I am an identity crisis

Who am I? I like to think I’m an identity crisis mostly because I am taking the time to answer this question. The bumper sticker on my car comes to mind. It says, “I’m a natural,” using the musical symbol. Cute, I know. Some would say I’m clever, but others would say I’m a comical failure. I mean that in both senses of the phrase … clever, hm?

People struggle with the fine line between arrogance and confidence. I have a name for that line: Fareed Rifai. Wait, so where does that put me … exactly. I am ambiguous, but only for fun.

I am straightforward and self-assured. At least, that’s what one of my friends says. It looks like I am quite convincing. Sometimes I think of myself as a long reel of vague nouns that could apply to a number of people, but are special in the context of me as a person: thinker, student, dancer, artist, writer (too obvious?), Muslim, Arab, American, human, a colon followed by a closing parentheses, what? I happen to be all of those things. Talk about diversity.

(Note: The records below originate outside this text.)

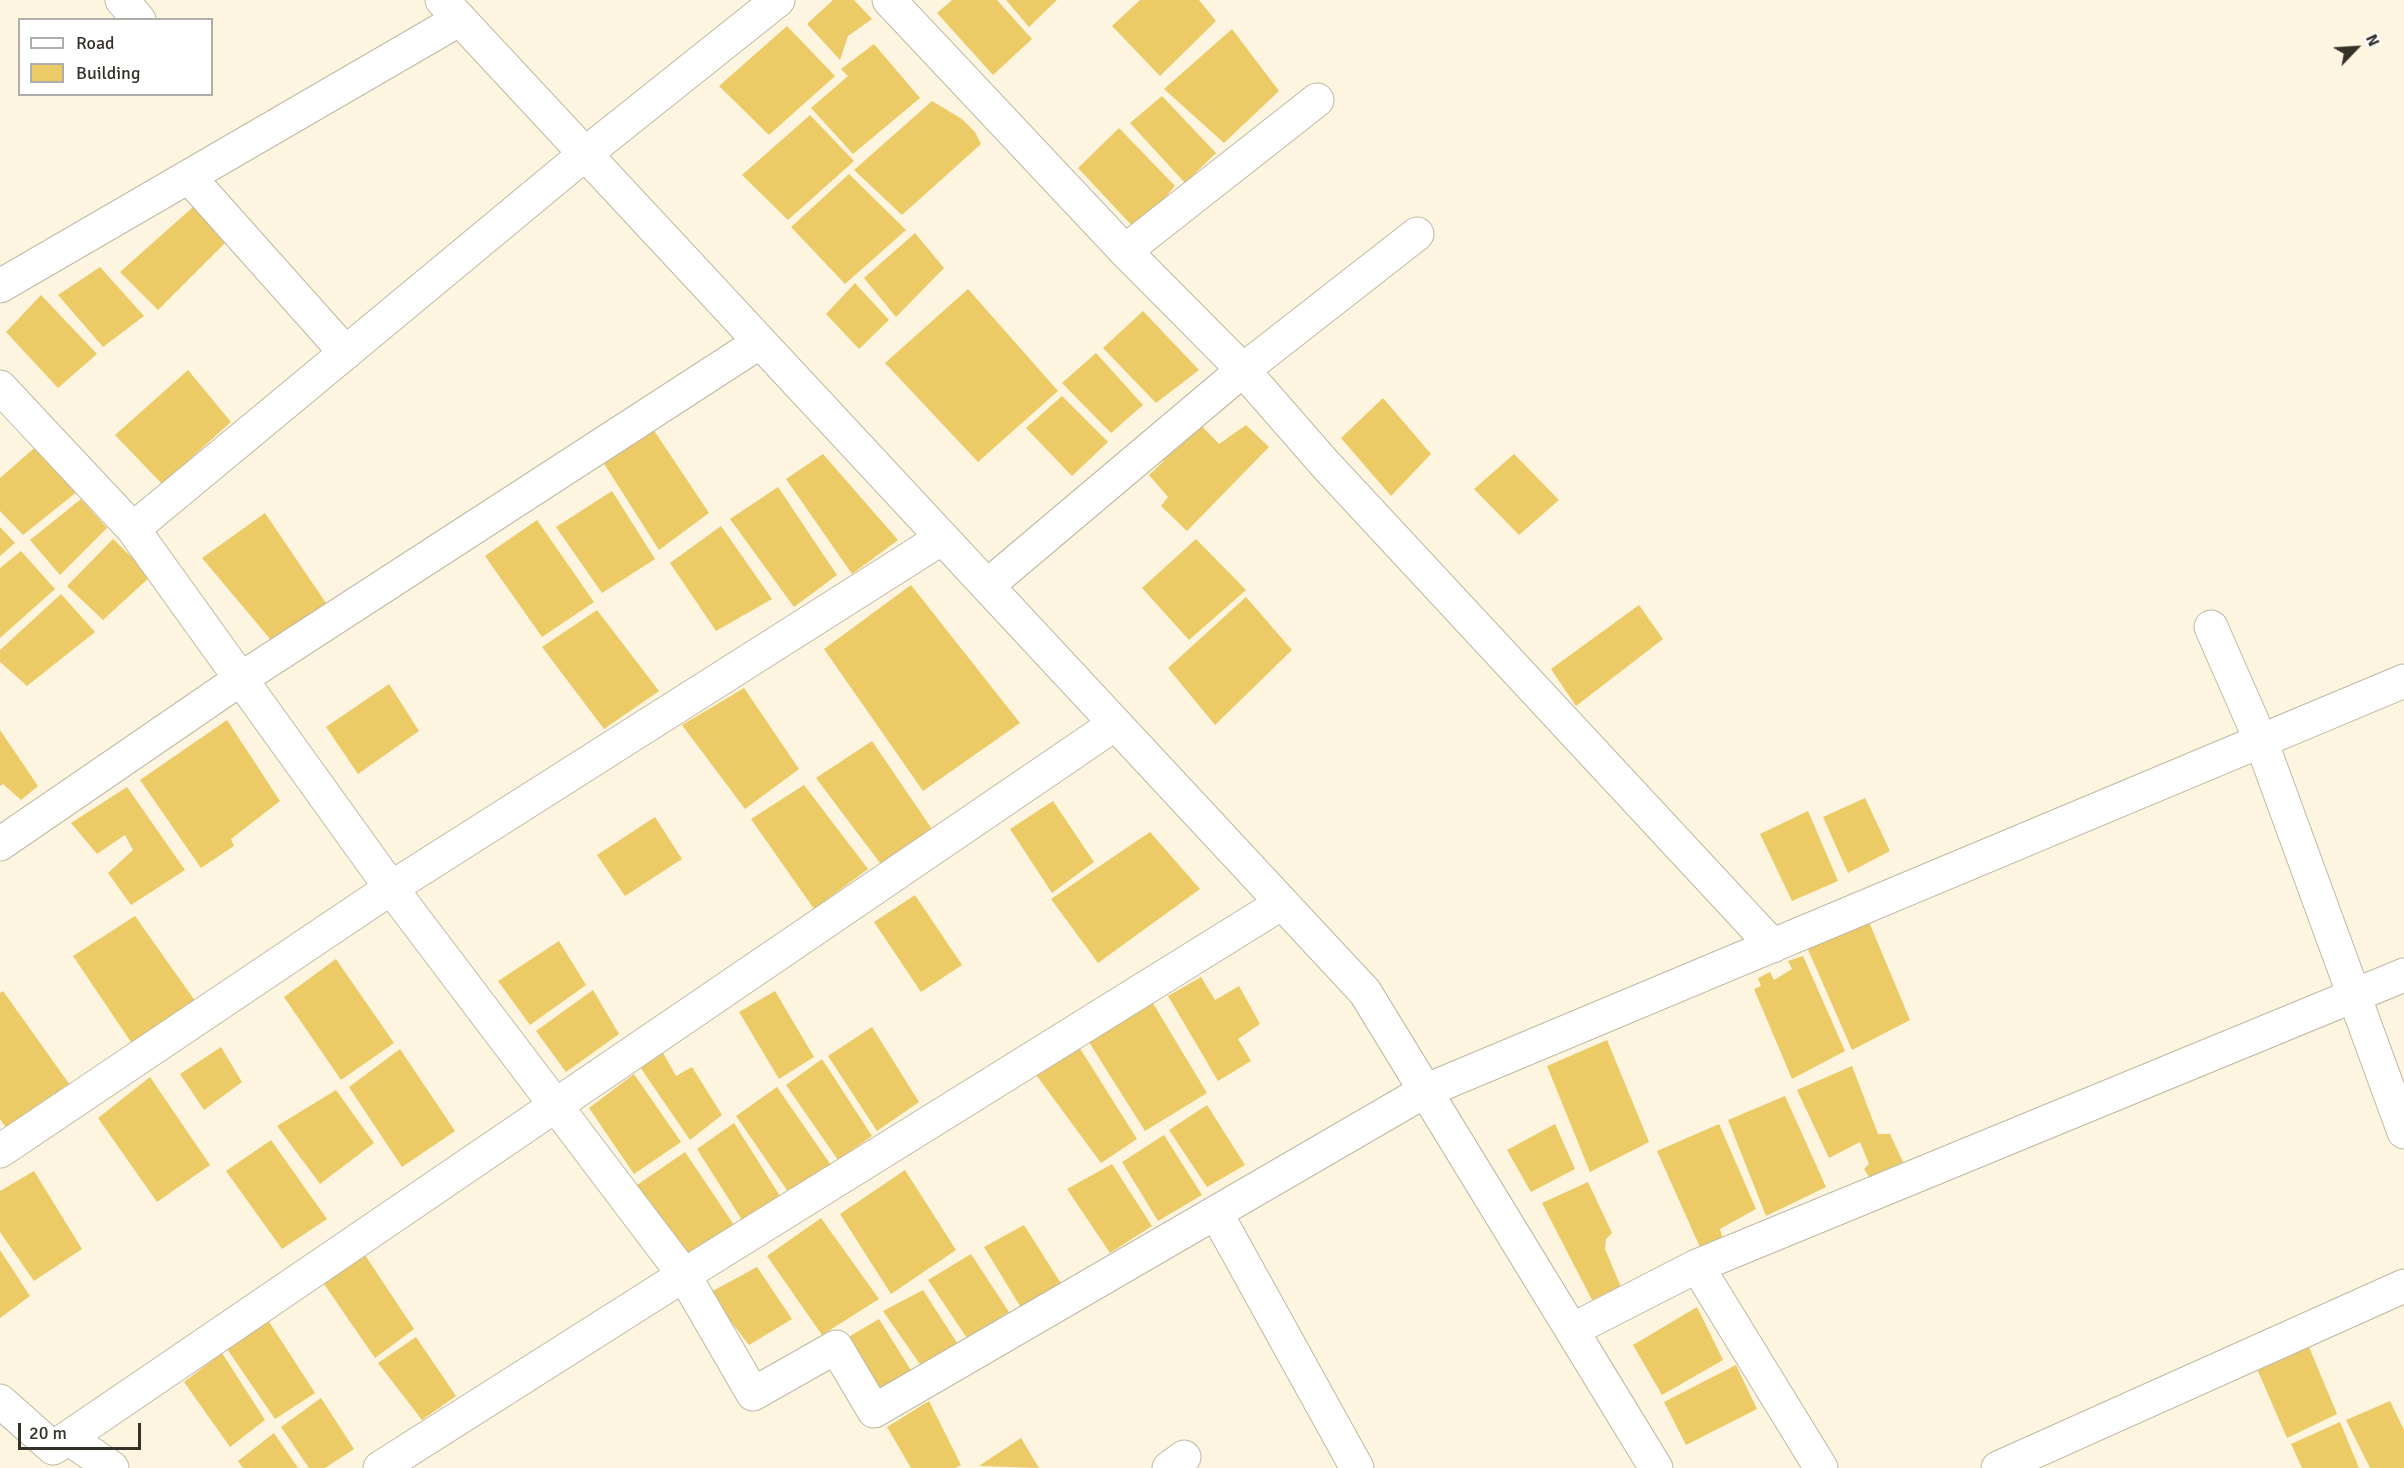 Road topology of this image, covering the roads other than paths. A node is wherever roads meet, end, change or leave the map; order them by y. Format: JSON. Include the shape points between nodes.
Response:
{"nodes":[{"id":1,"x":122,"y":0,"type":"edge"},
{"id":2,"x":778,"y":0,"type":"edge"},
{"id":3,"x":889,"y":0,"type":"edge"},
{"id":4,"x":451,"y":9,"type":"edge"},
{"id":5,"x":137,"y":18,"type":"edge"},
{"id":6,"x":1317,"y":100,"type":"dead end"},
{"id":7,"x":585,"y":154,"type":"junction"},
{"id":8,"x":189,"y":177,"type":"junction"},
{"id":9,"x":1418,"y":234,"type":"dead end"},
{"id":10,"x":1125,"y":251,"type":"junction"},
{"id":11,"x":0,"y":286,"type":"edge"},
{"id":12,"x":760,"y":342,"type":"junction"},
{"id":13,"x":346,"y":353,"type":"junction"},
{"id":14,"x":1243,"y":370,"type":"junction"},
{"id":15,"x":0,"y":387,"type":"edge"},
{"id":16,"x":133,"y":529,"type":"junction"},
{"id":17,"x":942,"y":538,"type":"junction"},
{"id":18,"x":987,"y":586,"type":"junction"},
{"id":19,"x":2211,"y":627,"type":"dead end"},
{"id":20,"x":242,"y":678,"type":"junction"},
{"id":21,"x":2404,"y":681,"type":"edge"},
{"id":22,"x":1115,"y":724,"type":"junction"},
{"id":23,"x":2261,"y":741,"type":"junction"},
{"id":24,"x":0,"y":844,"type":"edge"},
{"id":25,"x":391,"y":888,"type":"junction"},
{"id":26,"x":1282,"y":903,"type":"junction"},
{"id":27,"x":1773,"y":946,"type":"junction"},
{"id":28,"x":2404,"y":975,"type":"edge"},
{"id":29,"x":2355,"y":995,"type":"junction"},
{"id":30,"x":1425,"y":1091,"type":"junction"},
{"id":31,"x":556,"y":1104,"type":"junction"},
{"id":32,"x":2404,"y":1132,"type":"edge"},
{"id":33,"x":0,"y":1151,"type":"edge"},
{"id":34,"x":1216,"y":1213,"type":"junction"},
{"id":35,"x":1698,"y":1266,"type":"junction"},
{"id":36,"x":684,"y":1275,"type":"junction"},
{"id":37,"x":2404,"y":1287,"type":"edge"},
{"id":38,"x":1572,"y":1330,"type":"junction"},
{"id":39,"x":0,"y":1401,"type":"edge"},
{"id":40,"x":68,"y":1438,"type":"junction"},
{"id":41,"x":112,"y":1468,"type":"edge"},
{"id":42,"x":380,"y":1468,"type":"edge"},
{"id":43,"x":1357,"y":1468,"type":"edge"},
{"id":44,"x":1656,"y":1468,"type":"edge"},
{"id":45,"x":1821,"y":1468,"type":"edge"},
{"id":46,"x":1998,"y":1468,"type":"edge"}],
"edges":[{"from":1,"to":5,"type":"street"},
{"from":2,"to":7,"type":"street"},
{"from":3,"to":10,"type":"street"},
{"from":4,"to":7,"type":"street"},
{"from":4,"to":8,"type":"street"},
{"from":6,"to":10,"type":"street"},
{"from":7,"to":12,"type":"street"},
{"from":7,"to":13,"type":"street"},
{"from":8,"to":11,"type":"street"},
{"from":8,"to":13,"type":"street"},
{"from":9,"to":14,"type":"street"},
{"from":10,"to":14,"type":"street"},
{"from":12,"to":17,"type":"street"},
{"from":12,"to":20,"type":"street"},
{"from":13,"to":16,"type":"street"},
{"from":14,"to":18,"type":"street"},
{"from":14,"to":27,"type":"street","via":[[1326,465]]},
{"from":15,"to":16,"type":"street"},
{"from":16,"to":20,"type":"street"},
{"from":17,"to":18,"type":"street"},
{"from":17,"to":25,"type":"street"},
{"from":18,"to":22,"type":"street"},
{"from":19,"to":23,"type":"street"},
{"from":20,"to":24,"type":"street"},
{"from":20,"to":25,"type":"street"},
{"from":21,"to":23,"type":"street"},
{"from":22,"to":26,"type":"street"},
{"from":22,"to":31,"type":"street"},
{"from":23,"to":27,"type":"street"},
{"from":23,"to":29,"type":"street"},
{"from":25,"to":31,"type":"street"},
{"from":25,"to":33,"type":"street"},
{"from":26,"to":30,"type":"street","via":[[1365,992]]},
{"from":26,"to":36,"type":"street"},
{"from":27,"to":30,"type":"street"},
{"from":28,"to":29,"type":"street"},
{"from":29,"to":32,"type":"street"},
{"from":29,"to":35,"type":"street"},
{"from":30,"to":34,"type":"street"},
{"from":30,"to":38,"type":"street"},
{"from":31,"to":36,"type":"street"},
{"from":31,"to":40,"type":"street"},
{"from":34,"to":36,"type":"street","via":[[874,1411],[836,1347],[753,1394]]},
{"from":34,"to":43,"type":"street"},
{"from":35,"to":38,"type":"street"},
{"from":35,"to":45,"type":"street"},
{"from":36,"to":42,"type":"street"},
{"from":37,"to":46,"type":"street"},
{"from":38,"to":44,"type":"street"},
{"from":39,"to":40,"type":"street","via":[[53,1448]]},
{"from":40,"to":41,"type":"street"}]}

I am me. If you still believe that I am suffering from an identity crisis, then the previous sentence should show you that I have learned the error of my ways. I started a Facebook group called, “People who know who they are.” And, so I say again with more impetus: I am me. Imagine it being said with Morgan Freeman’s voice through me. You know I am not kidding.

I am Fareed Aref Rifai. I am Fareed Rifai. I am Fareed. I am Freddie. I am Freds. I am Fretzel. I am Frederick. Disregard the previous three sentences … I despise those nicknames. The meaning of my real first name resonates with me. It means “unique” in Sanskrit. I am Fareed and I am unique. Well, there surely must be somebody remotely like me. Nope. How do I figure that? Yes, you guessed it. Because I am me. That doesn’t answer the question. Think about it … it still doesn’t answer the question.

Um … I am a realist. I am not talking about the realism artistic movement. I am a lazy artist. I don’t feel like movements are the best use of my time.

I am balance. Don’t mess up my zen thing dude. The Yin and Yang symbol was modeled off of the clothes I am wearing right now. Black sweatpants with a white brand name and a white t-shirt with black letters on it. I love the fact that Taoists thought of me all those years ago.

I am humble yet expressive. I am funny, yet not funny. I am close, but far. I am black, but white. I like that this works geographically because the Middle East is between Europe and Africa in a strange way. I am smart, but stupid. No, I don’t think that one works because obviously I am, um … stupid.

I am about to conclude. I have concluded. Read an article on Jedi Mind Tricks for further explanation.